::: Data in this exercise

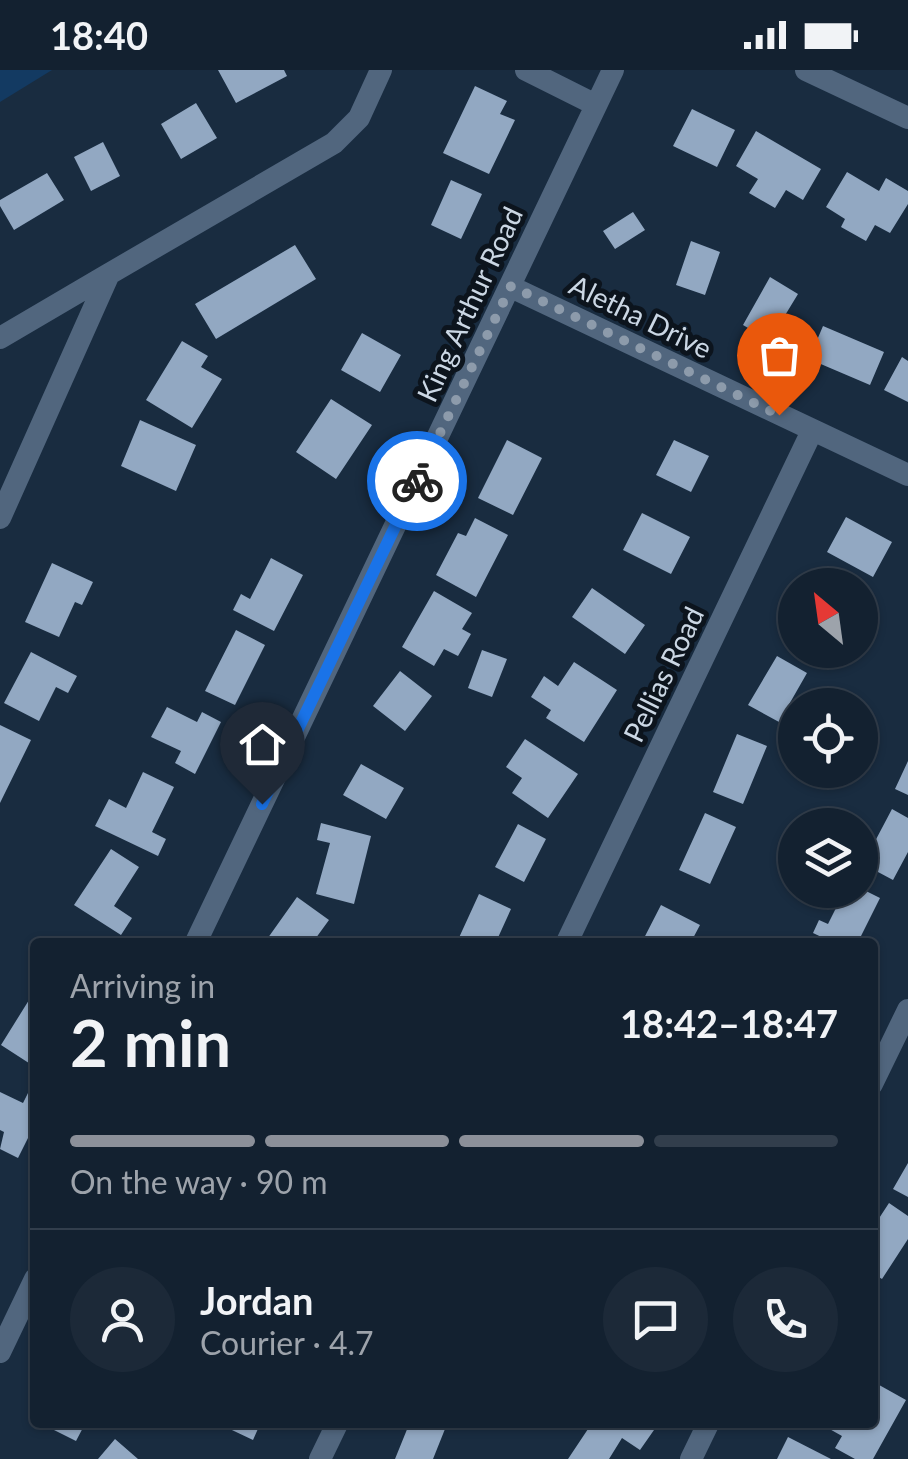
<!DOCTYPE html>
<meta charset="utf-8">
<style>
:root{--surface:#132130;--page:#1c2938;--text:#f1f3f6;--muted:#9da3ab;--line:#323e4c;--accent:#8c9099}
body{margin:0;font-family:Lato,sans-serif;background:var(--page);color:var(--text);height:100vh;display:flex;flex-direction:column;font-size:38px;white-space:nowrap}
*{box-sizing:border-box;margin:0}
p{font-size:32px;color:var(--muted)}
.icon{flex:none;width:55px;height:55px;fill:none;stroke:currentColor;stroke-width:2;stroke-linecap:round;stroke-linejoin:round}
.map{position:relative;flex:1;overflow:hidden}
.side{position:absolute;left:30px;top:868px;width:848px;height:490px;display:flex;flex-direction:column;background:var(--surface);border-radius:10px;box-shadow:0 2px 8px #0004,0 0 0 2px var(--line)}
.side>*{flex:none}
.needle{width:65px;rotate:331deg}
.buttons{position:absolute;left:778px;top:498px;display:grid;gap:20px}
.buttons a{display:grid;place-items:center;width:100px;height:100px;border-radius:50%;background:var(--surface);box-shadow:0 2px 8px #0004,0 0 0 2px var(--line);font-size:50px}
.pin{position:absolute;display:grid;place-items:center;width:85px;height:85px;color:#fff;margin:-102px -42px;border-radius:50% 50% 50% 0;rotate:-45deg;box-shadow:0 0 10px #0007}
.pin .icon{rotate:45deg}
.courier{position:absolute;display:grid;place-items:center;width:100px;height:100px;margin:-50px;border:8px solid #1a73e8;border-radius:50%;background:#fff;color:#222;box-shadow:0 2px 12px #0007}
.overview em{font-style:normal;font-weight:700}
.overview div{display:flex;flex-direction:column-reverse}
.overview{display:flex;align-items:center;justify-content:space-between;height:170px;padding:0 40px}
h1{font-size:65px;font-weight:700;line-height:75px}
.bar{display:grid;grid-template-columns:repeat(4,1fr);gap:15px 10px;align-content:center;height:120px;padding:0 40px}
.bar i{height:12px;border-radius:8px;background:var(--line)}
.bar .selected{background:var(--accent)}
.bar p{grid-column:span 4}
.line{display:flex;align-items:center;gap:25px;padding:0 40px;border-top:2px solid var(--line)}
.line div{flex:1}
.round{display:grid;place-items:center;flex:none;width:105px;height:105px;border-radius:52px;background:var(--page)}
.status{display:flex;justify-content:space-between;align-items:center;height:70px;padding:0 50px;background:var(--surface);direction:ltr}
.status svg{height:28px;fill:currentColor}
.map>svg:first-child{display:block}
.green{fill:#133a62}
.building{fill:#92a8c2}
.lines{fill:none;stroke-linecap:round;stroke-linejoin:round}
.minor{stroke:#51667e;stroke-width:22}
.done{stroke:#8d9bab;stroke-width:10;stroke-dasharray:0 18}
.route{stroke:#1a73e8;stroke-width:12}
.labels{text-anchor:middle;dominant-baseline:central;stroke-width:10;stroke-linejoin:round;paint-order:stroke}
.street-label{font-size:28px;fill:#cbd7e4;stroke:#0c141d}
</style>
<div class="status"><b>18:40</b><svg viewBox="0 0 49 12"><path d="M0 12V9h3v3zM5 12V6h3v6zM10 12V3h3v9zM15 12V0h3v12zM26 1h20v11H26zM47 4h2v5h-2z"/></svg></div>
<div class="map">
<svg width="908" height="1389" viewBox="0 0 908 1389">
<rect width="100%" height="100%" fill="#192c40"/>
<!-- green -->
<path class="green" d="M0 0H52L0 32Z"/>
<!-- building -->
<path class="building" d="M218 0H284L287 6 236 33Z
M475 16 507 31 500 44 515 50 489 104 443 83Z
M196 33 217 68 181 89 161 54Z
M692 39 735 60 717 97 673 76Z
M756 61 821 99 803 130 786 120 775 138 749 123 758 109 736 96Z
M103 72 120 106 91 121 74 87Z
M847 102 879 121 886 108 908 121V134L890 163 875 155 866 171 841 157 845 149 826 137Z
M47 103 64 130 14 160 0 136V130Z
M451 110 482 124 461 169 431 155Z
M633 142 645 160 615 179 603 161Z
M691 171 720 182 705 225 676 215Z
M295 175 316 209 216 269 195 234Z
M770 207 798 224 784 247 796 253 782 278 743 255Z
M823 256 884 282 870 315 809 289Z
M362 263 401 285 380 322 341 300Z
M182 271 208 286 201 297 222 309 192 358 146 330Z
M902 287 908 291V332L884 320Z
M331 329 372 355 336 409 296 382Z
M140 350 196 375 176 421 121 396Z
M507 370 542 388 513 445 478 428Z
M674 370 709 386 691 422 656 405Z
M642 443 690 467 671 504 623 480Z
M846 447 892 472 873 507 827 482Z
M475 448 508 465 476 527 436 505 458 463 466 466Z
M271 488 303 505 274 561 233 540 241 524 250 529Z
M52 493 93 512 82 535 75 532 59 567 25 552Z
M592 518 645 555 625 584 572 547Z
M434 521 472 543 462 559 471 564 458 586 444 579 434 596 402 577Z
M236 560 265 575 235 635 205 621Z
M482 580 507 589 492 627 468 618Z
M31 582 77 606 68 623 56 617 39 651 4 633Z
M777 586 807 603 779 652 748 635Z
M574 592 617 620 584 672 546 648 551 640 531 627 544 606 558 616Z
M400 601 432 626 405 661 373 636Z
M167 637 197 652 202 642 221 652 195 704 175 693 181 681 151 667Z
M0 655 31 670 0 733Z
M737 664 767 676 743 734 713 722Z
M525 669 578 704 548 748 512 723 522 708 506 697Z
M908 691V725L895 719Z
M361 694 404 718 386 749 343 725Z
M143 702 174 717 152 762 166 769 158 786 95 756 109 729 126 738Z
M892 739 908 748V782L893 810 863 794Z
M705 743 736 757 710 814 679 800Z
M321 753 371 766 354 834 316 824 330 773 317 770Z
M518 754 546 769 524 812 495 797Z
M111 779 139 797 114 836 132 848 121 865 74 835Z
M860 818 880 828 858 872H832L813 863 819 850 828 854 845 820Z
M479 824 511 839 496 872H457Z
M297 827 329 850 313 872H265Z
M661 835 700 855 691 872H642Z
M29 930 35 934V997L1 975Z
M0 1022 23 1033 28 1023 35 1027V1054L18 1088 0 1079 4 1062 0 1060Z
M908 1093V1127L893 1119Z
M889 1133 908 1146V1169L882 1209 872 1203V1159Z
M872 1311 906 1330 873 1389H855L835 1378 842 1366 817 1352H872Z
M38 1352H86L76 1371Z
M215 1352H261L253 1370Z
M410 1352H428L445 1359 433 1389H395Z
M578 1352H619L625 1356 627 1352H642L654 1360 640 1380 622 1368 609 1389H568L588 1359Z
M788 1367 831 1389H777Z
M115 1369 138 1389H98Z"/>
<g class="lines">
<!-- minor -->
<path class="minor" d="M526 0 596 35
M806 0 908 48
M109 204 334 73 359 48 381 0
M511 217 908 405
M0 268 109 204 0 448
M196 872 613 0
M567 872 812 361
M872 1014 908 940
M0 1282 35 1209
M320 1389 338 1352
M691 1389 709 1352"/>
</g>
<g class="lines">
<!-- done -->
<path class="done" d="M417 411 511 216 779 345"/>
<!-- route -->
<path class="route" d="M262 734 417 411"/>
</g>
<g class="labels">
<!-- street labels -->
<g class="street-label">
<text transform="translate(469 234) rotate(-65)">King Arthur Road</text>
<text transform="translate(641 246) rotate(26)">Aletha Drive</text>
<text transform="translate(663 604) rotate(-64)">Pellias Road</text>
</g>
</g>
</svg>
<div class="buttons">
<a><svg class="needle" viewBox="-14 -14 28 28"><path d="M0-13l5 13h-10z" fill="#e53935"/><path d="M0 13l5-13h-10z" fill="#9da3ab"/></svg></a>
<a><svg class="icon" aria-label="locate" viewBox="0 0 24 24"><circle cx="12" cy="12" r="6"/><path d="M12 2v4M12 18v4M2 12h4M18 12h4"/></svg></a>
<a><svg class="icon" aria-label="layers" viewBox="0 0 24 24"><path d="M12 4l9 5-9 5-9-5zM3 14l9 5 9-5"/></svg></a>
</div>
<div class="pin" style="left:779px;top:345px;background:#ea580c"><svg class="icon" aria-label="bag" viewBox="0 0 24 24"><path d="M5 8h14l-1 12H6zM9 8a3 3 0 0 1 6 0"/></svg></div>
<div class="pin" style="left:262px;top:734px;background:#1f2937"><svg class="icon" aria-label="home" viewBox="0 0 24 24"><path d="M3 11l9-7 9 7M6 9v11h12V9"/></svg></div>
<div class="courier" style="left:417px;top:411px"><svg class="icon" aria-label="bike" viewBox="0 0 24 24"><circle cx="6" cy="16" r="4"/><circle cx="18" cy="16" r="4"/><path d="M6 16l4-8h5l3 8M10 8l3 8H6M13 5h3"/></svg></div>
<section class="side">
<div class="overview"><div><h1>2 min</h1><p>Arriving in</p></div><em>18:42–18:47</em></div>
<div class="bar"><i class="selected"></i><i class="selected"></i><i class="selected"></i><i></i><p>On the way · 90 m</p></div>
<div class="line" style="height:180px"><a class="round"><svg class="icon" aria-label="person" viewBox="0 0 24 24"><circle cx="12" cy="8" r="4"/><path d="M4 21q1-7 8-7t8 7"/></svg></a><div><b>Jordan</b><p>Courier · 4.7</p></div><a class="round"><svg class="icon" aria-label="chat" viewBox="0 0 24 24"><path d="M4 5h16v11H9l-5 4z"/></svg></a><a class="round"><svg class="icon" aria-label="phone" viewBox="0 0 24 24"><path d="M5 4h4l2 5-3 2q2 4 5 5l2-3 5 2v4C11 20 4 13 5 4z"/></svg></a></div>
</section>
</div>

::::::

* **Brief**
In the records above, find each line holding "overview" and copy it.

* **Exercise solution**
.overview em{font-style:normal;font-weight:700}
.overview div{display:flex;flex-direction:column-reverse}
.overview{display:flex;align-items:center;justify-content:space-between;height:170px;padding:0 40px}
<div class="overview"><div><h1>2 min</h1><p>Arriving in</p></div><em>18:42–18:47</em></div>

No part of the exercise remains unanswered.